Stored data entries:
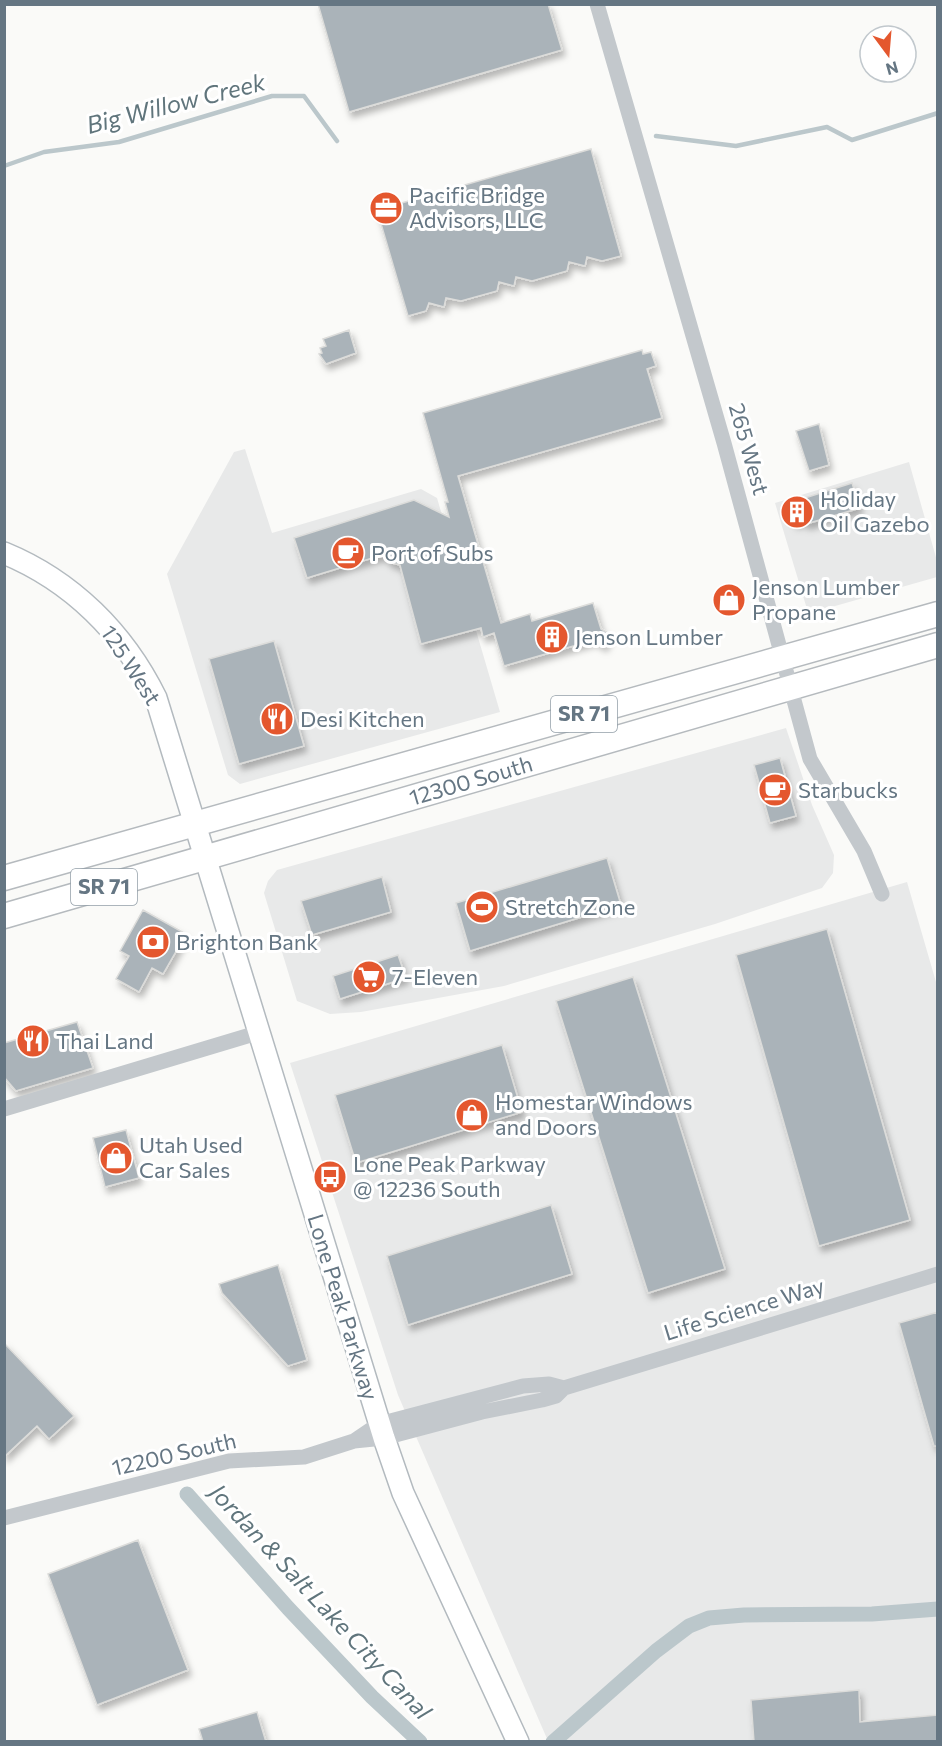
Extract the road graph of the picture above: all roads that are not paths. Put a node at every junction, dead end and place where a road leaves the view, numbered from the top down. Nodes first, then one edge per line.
1 (597, 4) edge
2 (4, 554) edge
3 (938, 614) edge
4 (938, 645) edge
5 (782, 659) junction
6 (790, 688) junction
7 (195, 825) junction
8 (204, 858) junction
9 (4, 878) edge
10 (882, 894) dead end
11 (4, 916) edge
12 (257, 1033) junction
13 (4, 1109) edge
14 (938, 1274) edge
15 (381, 1431) junction
16 (4, 1518) edge
17 (518, 1742) edge

1 - 5 street, 265 West
2 - 7 main road, 125 West
3 - 5 main road, 12300 South / SR 71
4 - 6 main road, 12300 South / SR 71
5 - 6 street, 265 West
5 - 7 main road, 12300 South / SR 71
6 - 8 main road, 12300 South / SR 71
6 - 10 street, 265 West
7 - 8 main road, 125 West
7 - 9 main road, 12300 South / SR 71
8 - 11 main road, 12300 South / SR 71
8 - 12 main road, Lone Peak Parkway
12 - 13 street
12 - 15 main road, Lone Peak Parkway
14 - 15 street, Life Science Way
15 - 16 street, 12200 South
15 - 17 main road, Lone Peak Parkway

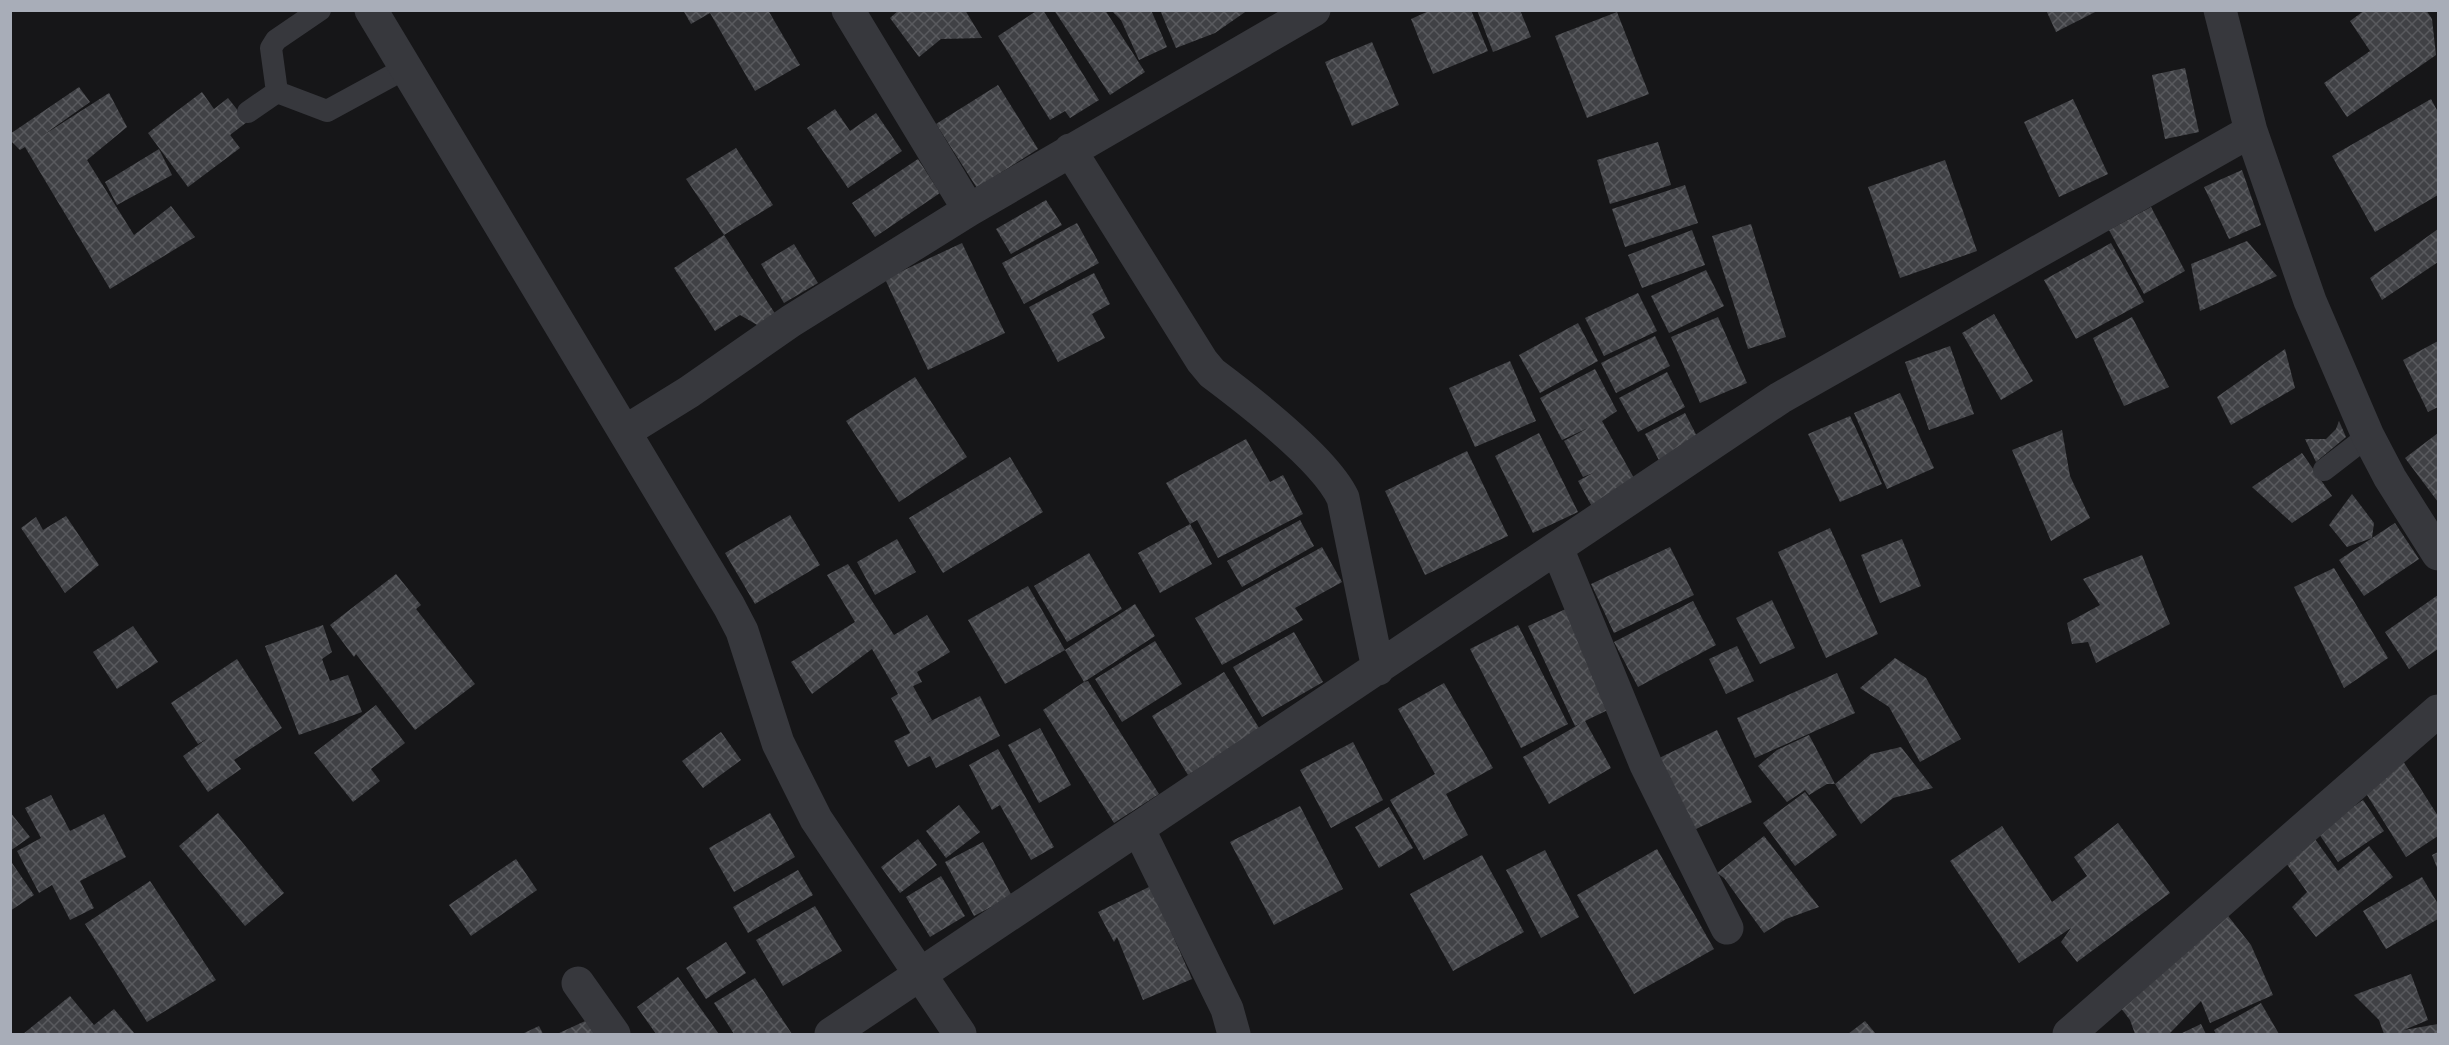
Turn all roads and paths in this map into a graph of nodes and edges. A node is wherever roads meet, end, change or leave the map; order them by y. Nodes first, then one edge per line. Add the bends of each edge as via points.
1 (320, 10) edge
2 (371, 10) edge
3 (848, 10) edge
4 (1314, 10) edge
5 (2220, 10) edge
6 (406, 68) junction
7 (277, 92) junction
8 (248, 112) dead end
9 (2251, 131) junction
10 (1070, 150) junction
11 (969, 210) junction
12 (626, 431) junction
13 (2368, 436) junction
14 (2324, 470) dead end
15 (1557, 548) junction
16 (2439, 554) edge
17 (1378, 669) junction
18 (2439, 711) edge
19 (1139, 830) junction
20 (1727, 928) dead end
21 (920, 976) junction
22 (578, 982) dead end
23 (614, 1035) edge
24 (831, 1035) edge
25 (960, 1035) edge
26 (1234, 1035) edge
27 (2069, 1035) edge

1 - 7 lane via 276,40 271,48
2 - 6 street
3 - 11 street
4 - 10 street
5 - 9 street
6 - 7 lane via 327,111
6 - 12 street
7 - 8 lane
9 - 13 street via 2310,301
9 - 15 street via 1779,398
10 - 11 street
10 - 17 street via 1202,362 1317,462 1337,486 1343,498
11 - 12 street via 791,321
12 - 21 street via 742,631 778,743 816,819
13 - 14 lane
13 - 16 street
15 - 17 street
15 - 20 street via 1646,765
17 - 19 street
18 - 27 street
19 - 21 street
19 - 26 street via 1227,1009
21 - 24 street
21 - 25 street
22 - 23 street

Work task: From the line containing "Turn all roads" to the last line above, repeat every line exactly and nothing else.

Result for this task:
Turn all roads and paths in this map into a graph of nodes and edges. A node is wherever roads meet, end, change or leave the map; order them by y. Nodes first, then one edge per line. Add the bends of each edge as via points.
1 (320, 10) edge
2 (371, 10) edge
3 (848, 10) edge
4 (1314, 10) edge
5 (2220, 10) edge
6 (406, 68) junction
7 (277, 92) junction
8 (248, 112) dead end
9 (2251, 131) junction
10 (1070, 150) junction
11 (969, 210) junction
12 (626, 431) junction
13 (2368, 436) junction
14 (2324, 470) dead end
15 (1557, 548) junction
16 (2439, 554) edge
17 (1378, 669) junction
18 (2439, 711) edge
19 (1139, 830) junction
20 (1727, 928) dead end
21 (920, 976) junction
22 (578, 982) dead end
23 (614, 1035) edge
24 (831, 1035) edge
25 (960, 1035) edge
26 (1234, 1035) edge
27 (2069, 1035) edge

1 - 7 lane via 276,40 271,48
2 - 6 street
3 - 11 street
4 - 10 street
5 - 9 street
6 - 7 lane via 327,111
6 - 12 street
7 - 8 lane
9 - 13 street via 2310,301
9 - 15 street via 1779,398
10 - 11 street
10 - 17 street via 1202,362 1317,462 1337,486 1343,498
11 - 12 street via 791,321
12 - 21 street via 742,631 778,743 816,819
13 - 14 lane
13 - 16 street
15 - 17 street
15 - 20 street via 1646,765
17 - 19 street
18 - 27 street
19 - 21 street
19 - 26 street via 1227,1009
21 - 24 street
21 - 25 street
22 - 23 street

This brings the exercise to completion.